What could be accomplished if the roughly 25,000 Santas that participate in SantaCon NYC acted like real Santas?

To understand why we’re asking this question, you need to know a little bit about what’s going to happen to New York on Dec. 13. The city has a couple of alcohol-focused celebrations each year — St. Patrick’s Day and New Year’s Eve, for example — but SantaCon is a different breed of bacchanal.

New York isn’t known for Helen Lovejoy types, and yet many residents consider SantaCon an annual abomination. Yahoo technology editor Jason O. Gilbert wrote the definitive takedown of 2013’s event in The New York Times: “SantaCons of years past have been distinguished by sexism, drunkenness, xenophobia, homophobia and enough incidents of public vomiting and urination to fill an infinite dunk tank,” Gilbert wrote. There are videos of a Kringle-on-Kringle fistfight from 2013. Gawker wrote about one St. Nick participating in a public sex act in the vestibule of a Duane Reade pharmacy. When people start complaining about public urination and street vomit in New York City, one feels a line has been crossed.
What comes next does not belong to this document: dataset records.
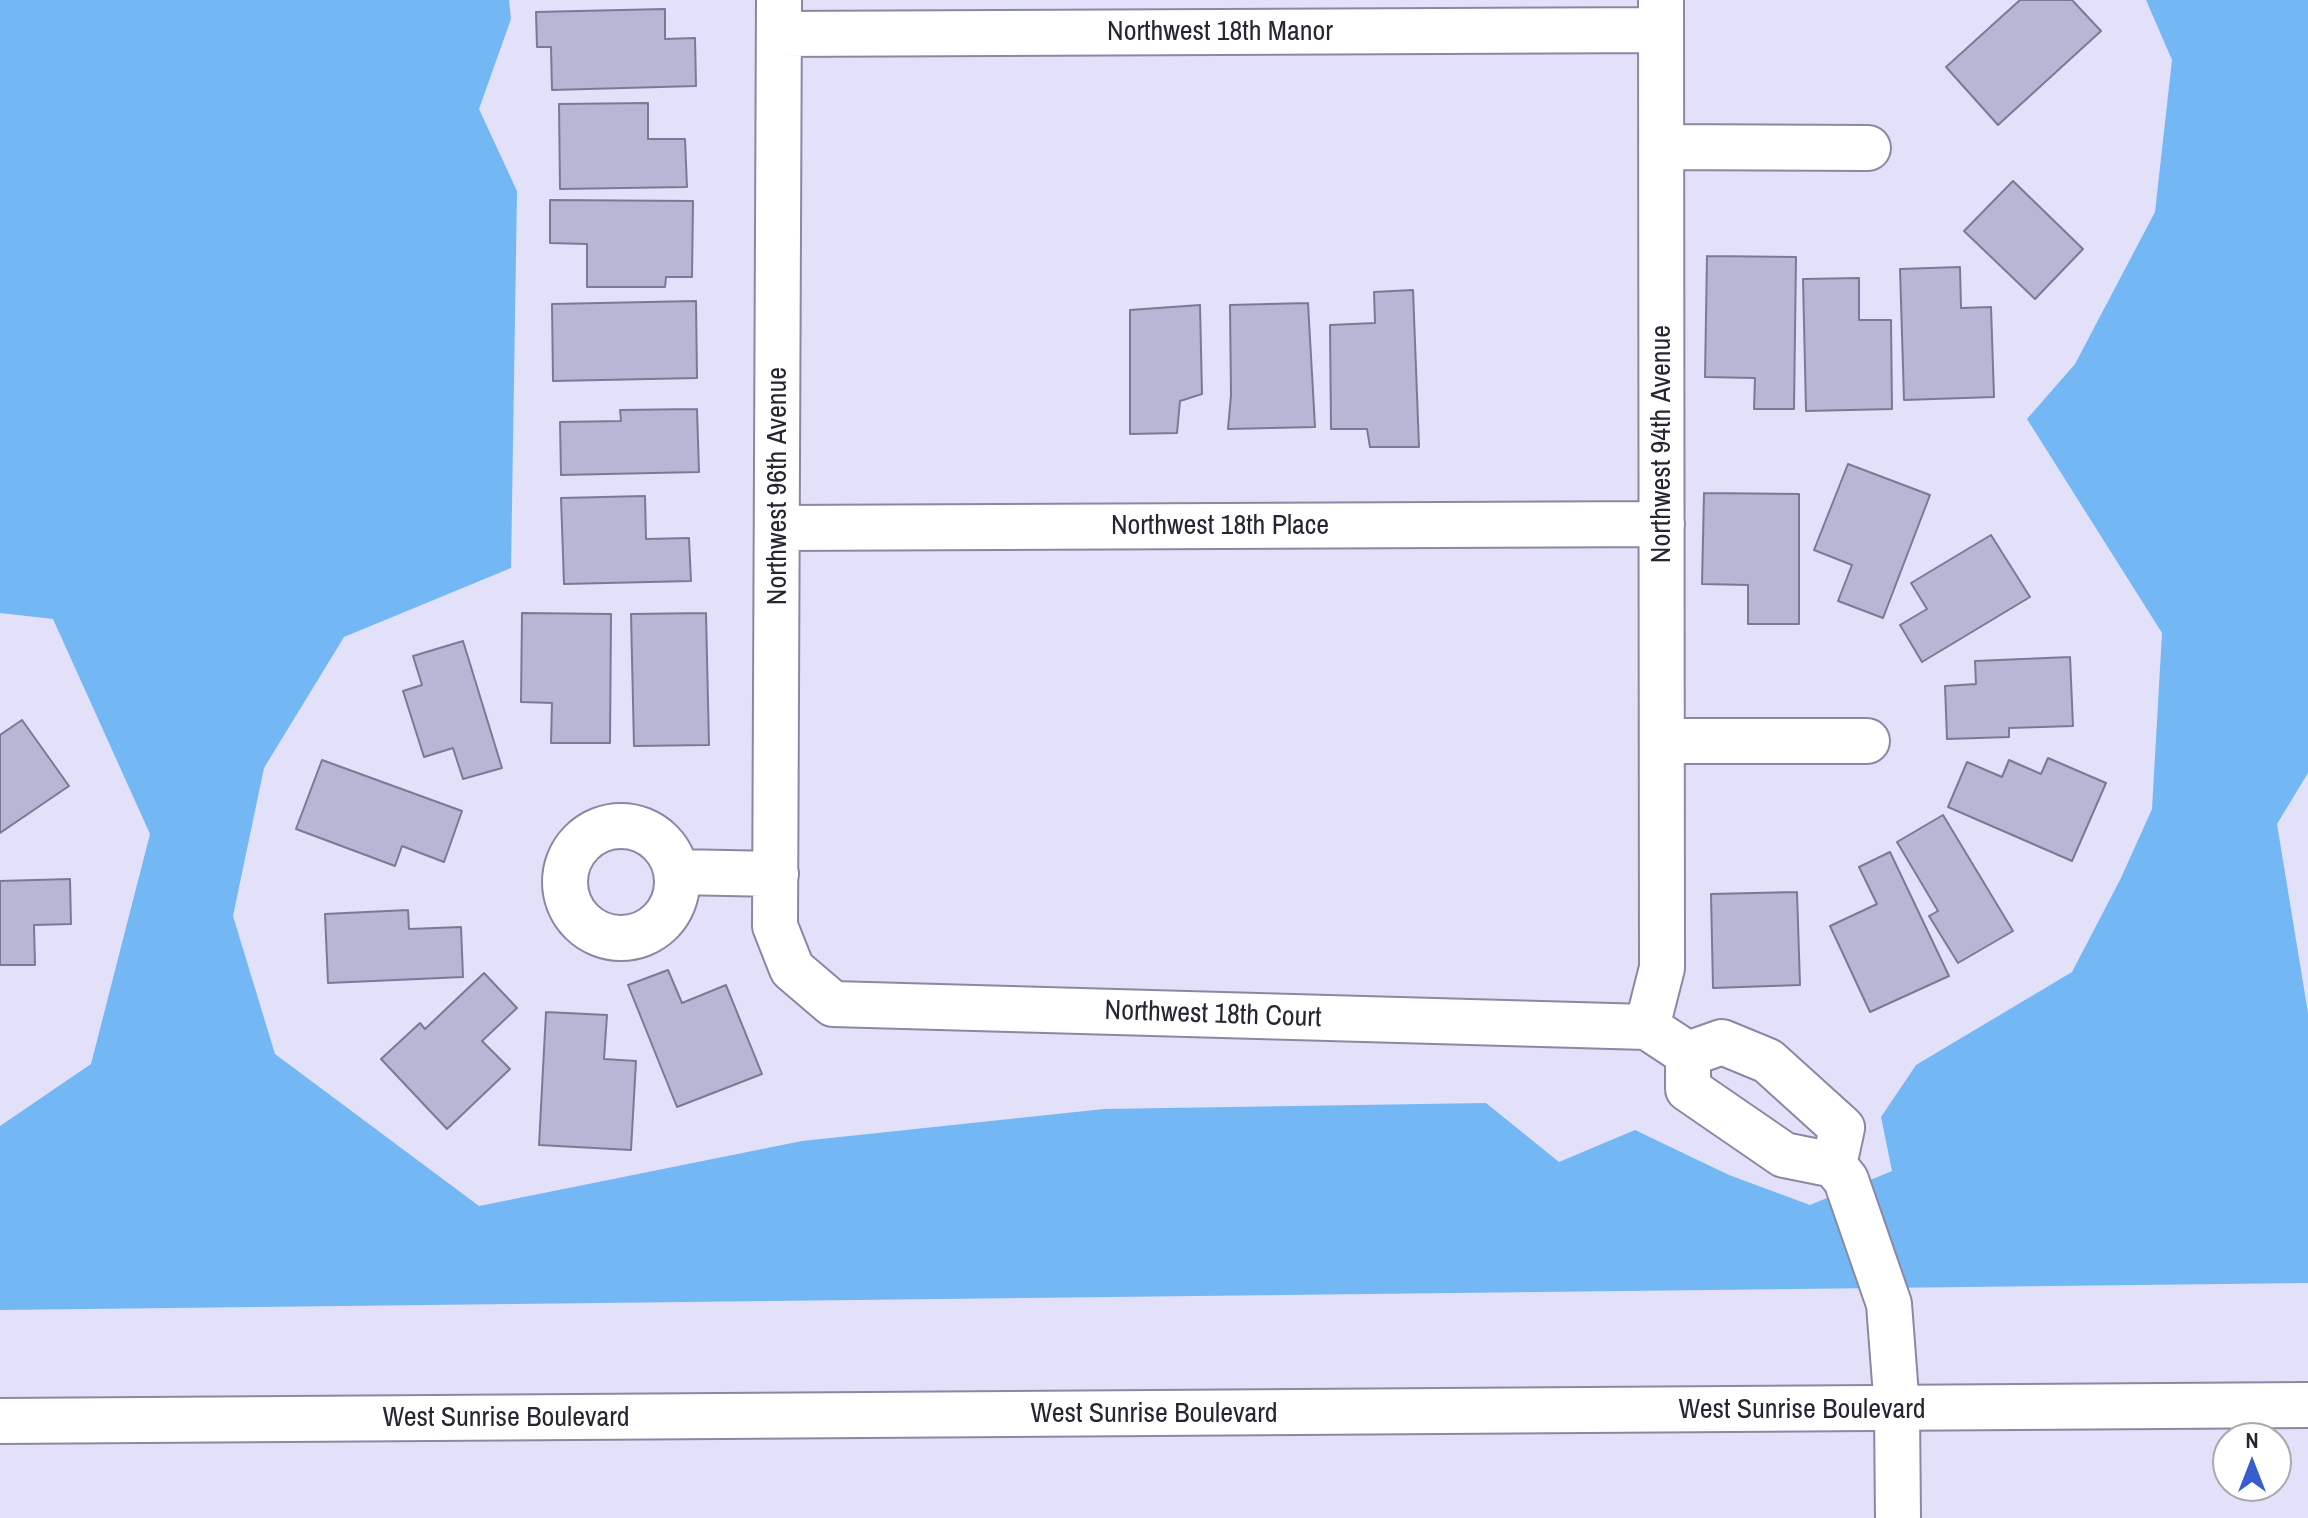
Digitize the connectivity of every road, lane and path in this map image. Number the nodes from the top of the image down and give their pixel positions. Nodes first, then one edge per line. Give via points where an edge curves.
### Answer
1 (1661, 15) edge
2 (779, 17) edge
3 (1661, 147) junction
4 (1868, 148) dead end
5 (1662, 524) junction
6 (779, 528) junction
7 (1663, 741) junction
8 (1867, 741) dead end
9 (677, 872) dead end
10 (776, 874) junction
11 (792, 969) joint
12 (1647, 1027) junction
13 (1688, 1054) junction
14 (1840, 1172) junction
15 (2308, 1405) edge
16 (1897, 1409) junction
17 (0, 1421) edge
18 (1898, 1518) edge

1 - 2 main road, Northwest 18th Manor
1 - 3 main road, Northwest 94th Avenue
2 - 6 main road, Northwest 96th Avenue
3 - 4 main road
3 - 5 main road, Northwest 94th Avenue
5 - 6 main road, Northwest 18th Place
5 - 7 main road, Northwest 94th Avenue
6 - 10 main road, Northwest 96th Avenue
7 - 8 main road
7 - 12 main road, Northwest 94th Avenue via 1662,968
9 - 10 main road
10 - 11 main road, Northwest 96th Avenue via 775,926
11 - 12 main road, Northwest 18th Court via 833,1004
12 - 13 main road
13 - 14 main road via 1688,1089 1784,1155
13 - 14 main road via 1722,1042 1768,1061 1842,1128
14 - 16 main road via 1889,1304
15 - 16 main road, West Sunrise Boulevard
16 - 17 main road, West Sunrise Boulevard
16 - 18 main road

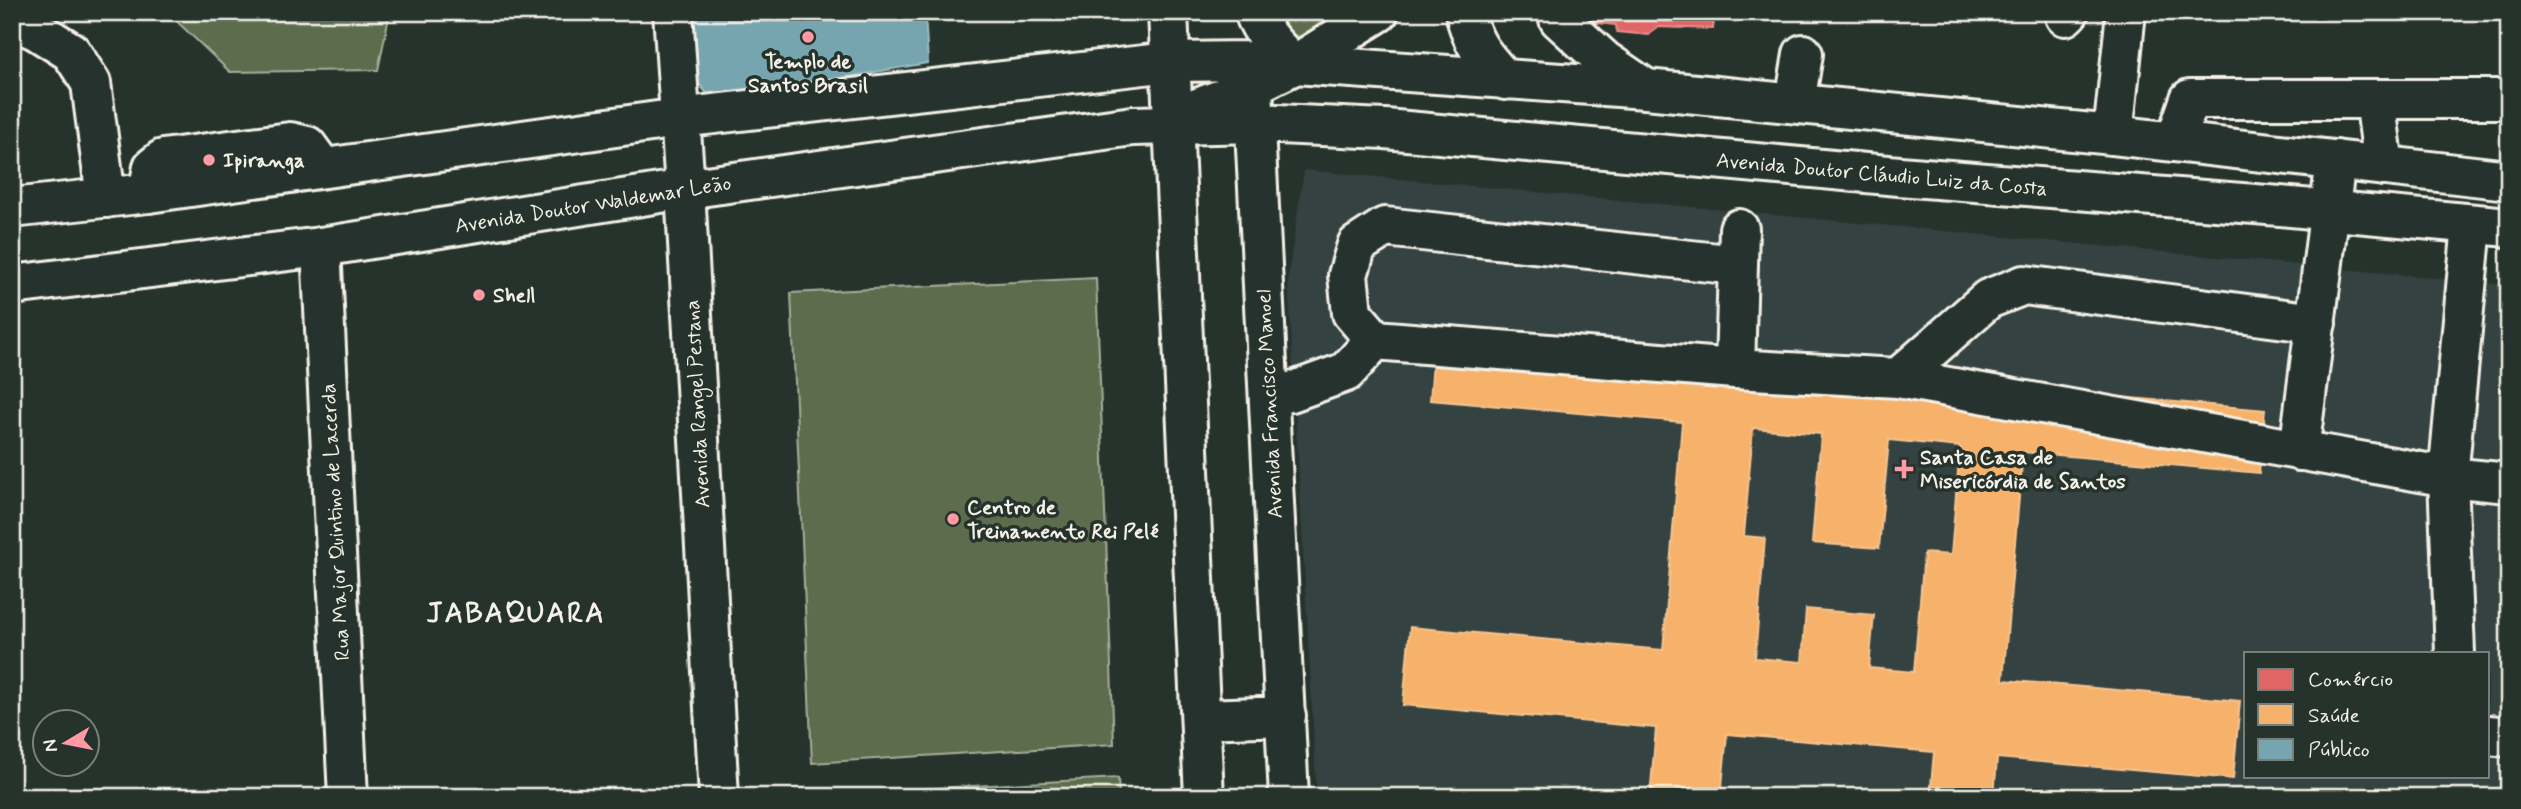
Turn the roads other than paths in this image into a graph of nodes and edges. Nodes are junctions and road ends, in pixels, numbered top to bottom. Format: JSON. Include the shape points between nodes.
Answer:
{"nodes":[{"id":1,"x":673,"y":12,"type":"edge"},
{"id":2,"x":1168,"y":12,"type":"edge"},
{"id":3,"x":1251,"y":12,"type":"edge"},
{"id":4,"x":1379,"y":12,"type":"edge"},
{"id":5,"x":1465,"y":12,"type":"edge"},
{"id":6,"x":2126,"y":12,"type":"edge"},
{"id":7,"x":1559,"y":19,"type":"dead end"},
{"id":8,"x":12,"y":20,"type":"edge"},
{"id":9,"x":1803,"y":54,"type":"dead end"},
{"id":10,"x":1170,"y":62,"type":"junction"},
{"id":11,"x":1294,"y":65,"type":"junction"},
{"id":12,"x":1252,"y":73,"type":"junction"},
{"id":13,"x":1504,"y":80,"type":"junction"},
{"id":14,"x":1646,"y":89,"type":"junction"},
{"id":15,"x":2375,"y":99,"type":"junction"},
{"id":16,"x":2509,"y":99,"type":"edge"},
{"id":17,"x":1795,"y":103,"type":"junction"},
{"id":18,"x":679,"y":118,"type":"junction"},
{"id":19,"x":1174,"y":121,"type":"junction"},
{"id":20,"x":1255,"y":123,"type":"junction"},
{"id":21,"x":2113,"y":135,"type":"junction"},
{"id":22,"x":2175,"y":142,"type":"junction"},
{"id":23,"x":2336,"y":160,"type":"junction"},
{"id":24,"x":2384,"y":166,"type":"junction"},
{"id":25,"x":2509,"y":180,"type":"edge"},
{"id":26,"x":685,"y":189,"type":"junction"},
{"id":27,"x":106,"y":198,"type":"junction"},
{"id":28,"x":12,"y":208,"type":"edge"},
{"id":29,"x":2330,"y":211,"type":"junction"},
{"id":30,"x":2498,"y":230,"type":"edge"},
{"id":31,"x":321,"y":247,"type":"junction"},
{"id":32,"x":12,"y":285,"type":"edge"},
{"id":33,"x":2316,"y":323,"type":"junction"},
{"id":34,"x":1375,"y":340,"type":"junction"},
{"id":35,"x":1735,"y":369,"type":"junction"},
{"id":36,"x":1898,"y":378,"type":"junction"},
{"id":37,"x":1269,"y":394,"type":"junction"},
{"id":38,"x":2299,"y":451,"type":"junction"},
{"id":39,"x":2448,"y":477,"type":"junction"},
{"id":40,"x":2509,"y":489,"type":"edge"},
{"id":41,"x":2455,"y":652,"type":"edge"},
{"id":42,"x":1277,"y":716,"type":"junction"},
{"id":43,"x":1205,"y":719,"type":"junction"},
{"id":44,"x":2490,"y":735,"type":"edge"},
{"id":45,"x":2509,"y":737,"type":"edge"},
{"id":46,"x":348,"y":797,"type":"edge"},
{"id":47,"x":719,"y":797,"type":"edge"},
{"id":48,"x":1204,"y":797,"type":"edge"},
{"id":49,"x":1289,"y":797,"type":"edge"}],
"edges":[{"from":1,"to":18,"type":"main road","name":"Avenida Rangel Pestana"},
{"from":2,"to":10,"type":"main road"},
{"from":3,"to":11,"type":"main road","via":[[1270,41]]},
{"from":3,"to":12,"type":"main road","name":"Avenida Francisco Manoel"},
{"from":4,"to":11,"type":"main road"},
{"from":5,"to":13,"type":"main road","via":[[1470,34]]},
{"from":6,"to":21,"type":"main road"},
{"from":7,"to":14,"type":"main road","via":[[1605,61]]},
{"from":8,"to":27,"type":"main road","via":[[71,52],[91,83]]},
{"from":9,"to":17,"type":"main road"},
{"from":10,"to":12,"type":"main road"},
{"from":10,"to":18,"type":"main road"},
{"from":10,"to":19,"type":"main road"},
{"from":11,"to":12,"type":"main road"},
{"from":11,"to":13,"type":"main road"},
{"from":12,"to":19,"type":"main road"},
{"from":12,"to":20,"type":"main road","name":"Avenida Francisco Manoel"},
{"from":13,"to":14,"type":"main road"},
{"from":14,"to":17,"type":"main road"},
{"from":15,"to":16,"type":"main road"},
{"from":15,"to":22,"type":"main road","via":[[2190,99]]},
{"from":15,"to":24,"type":"main road"},
{"from":17,"to":21,"type":"main road"},
{"from":18,"to":26,"type":"main road","name":"Avenida Rangel Pestana"},
{"from":18,"to":27,"type":"main road"},
{"from":19,"to":20,"type":"main road","name":"Avenida Doutor Cláudio Luiz da Costa"},
{"from":19,"to":26,"type":"main road","name":"Avenida Doutor Waldemar Leão"},
{"from":19,"to":43,"type":"main road"},
{"from":20,"to":29,"type":"main road","name":"Avenida Doutor Cláudio Luiz da Costa","via":[[1385,129]]},
{"from":20,"to":37,"type":"main road","name":"Avenida Francisco Manoel"},
{"from":21,"to":22,"type":"main road"},
{"from":22,"to":23,"type":"main road"},
{"from":23,"to":24,"type":"main road"},
{"from":23,"to":29,"type":"main road"},
{"from":24,"to":25,"type":"main road"},
{"from":26,"to":31,"type":"main road","name":"Avenida Doutor Waldemar Leão"},
{"from":26,"to":47,"type":"main road","name":"Avenida Rangel Pestana"},
{"from":27,"to":28,"type":"main road"},
{"from":29,"to":30,"type":"main road","name":"Avenida Doutor Cláudio Luiz da Costa"},
{"from":29,"to":33,"type":"main road"},
{"from":30,"to":39,"type":"main road"},
{"from":31,"to":32,"type":"main road","name":"Avenida Doutor Waldemar Leão"},
{"from":31,"to":46,"type":"main road","name":"Rua Major Quintino de Lacerda"},
{"from":33,"to":36,"type":"main road","via":[[2024,285],[1988,299]]},
{"from":33,"to":38,"type":"main road"},
{"from":34,"to":35,"type":"main road"},
{"from":34,"to":35,"type":"main road","via":[[1352,313],[1348,275],[1357,245],[1385,227],[1738,247]]},
{"from":34,"to":37,"type":"main road","via":[[1346,372],[1291,392]]},
{"from":35,"to":36,"type":"main road"},
{"from":36,"to":38,"type":"main road"},
{"from":37,"to":42,"type":"main road","name":"Avenida Francisco Manoel"},
{"from":38,"to":39,"type":"main road"},
{"from":39,"to":40,"type":"main road"},
{"from":39,"to":41,"type":"main road"},
{"from":42,"to":43,"type":"main road"},
{"from":42,"to":49,"type":"main road","name":"Avenida Francisco Manoel"},
{"from":43,"to":48,"type":"main road"},
{"from":44,"to":45,"type":"main road"}]}
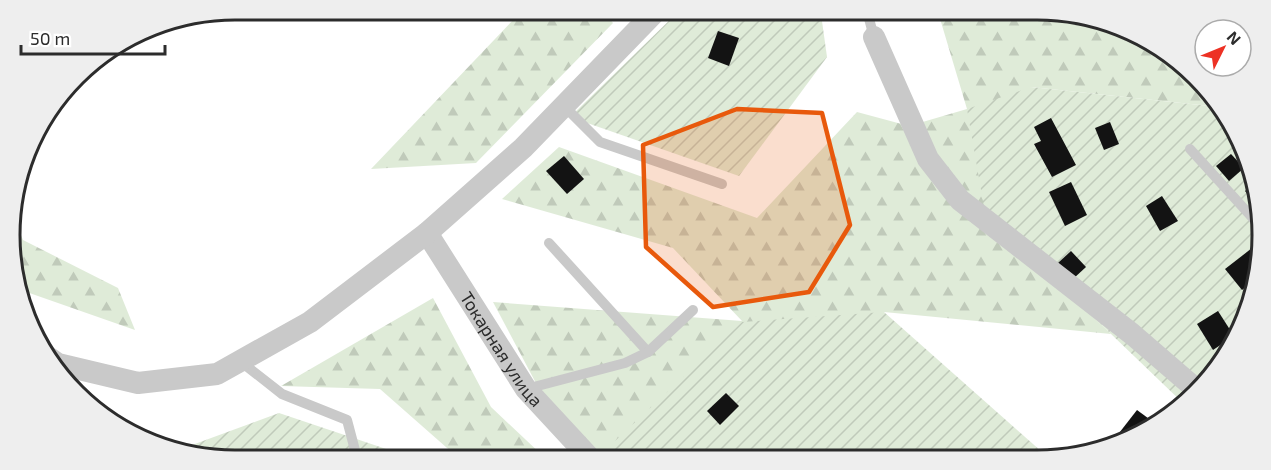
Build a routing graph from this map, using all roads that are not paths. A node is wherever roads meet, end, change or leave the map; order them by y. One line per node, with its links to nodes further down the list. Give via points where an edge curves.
1 (647, 20): 4 (street)
2 (869, 20): 3 (lane)
3 (874, 38): 14 (street, via 928,159 960,200)
4 (564, 106): 6 (lane, via 600,142); 8 (street)
5 (1190, 149): 7 (lane)
6 (722, 184)
7 (1251, 216)
8 (427, 234): 12 (street, via 310,322); 15 (street, Токарная улица)
9 (549, 243): 11 (lane)
10 (693, 310): 11 (lane)
11 (648, 352): 15 (lane, via 624,363)
12 (240, 361): 13 (street, via 217,374 138,383); 16 (lane, via 282,394 347,420)
13 (63, 365)
14 (1191, 384)
15 (526, 389): 17 (street, Токарная улица)
16 (355, 450)
17 (582, 450)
But what if all those drunken Santas weren’t defacing the city? What could they accomplish in lieu of drinking a quart of Jagermeister apiece and humping the New York Public Library lions?

First, let’s estimate a number of participants. In an email, SantaCon organizers referred me to their Facebook page for an estimate of their attendees — 30,400 in 2012 and 19,300 in 2013, with more than 11,000 already RSVPed for this year’s event — but plenty of St. Nicks participate without RSVPing. Let’s average the years we do have to figure roughly 25,000 attendees.

The Columbia Encyclopedia says there are about 1,100 enclosed malls in 2014 in the United States. If each SantaCon attendee worked one day at a mall, they could staff every mall in the country from Dec. 2 through Christmas Eve.

How about delivering presents? In an edition of his What If? blog exploring how long it would take someone to walk every street in New York City, Randall Munroe estimated that the city had around 15,000 USPS employees (I did some sanity checks on Munroe’s estimate, and it seems sane).

So 25,000 Santas could almost certainly visit New York City’s 8.4 million residents. And if you consider that in 2012 only 45 percent of family households had children under 18 in them, delivering presents to every kid in New York becomes an easily achievable goal.

Instead, the streets will be packed with drunk St. Nick’s drinking for charity. In an email, the organizers said, “Please remind people in your article this is a charitable, creative, costumed event. SantaCon does not promote or condone bad behavior amongst it participants.” Indeed, last year SantaCon raised $60,000 for charity, roughly $1.97 per Facebook attendee.

“I see that number and think it’s impressive,” said Gilbert. “And then I think, why can’t they do that and not throw up on my porch?”

Walt Hickey was FiveThirtyEight’s chief culture writer.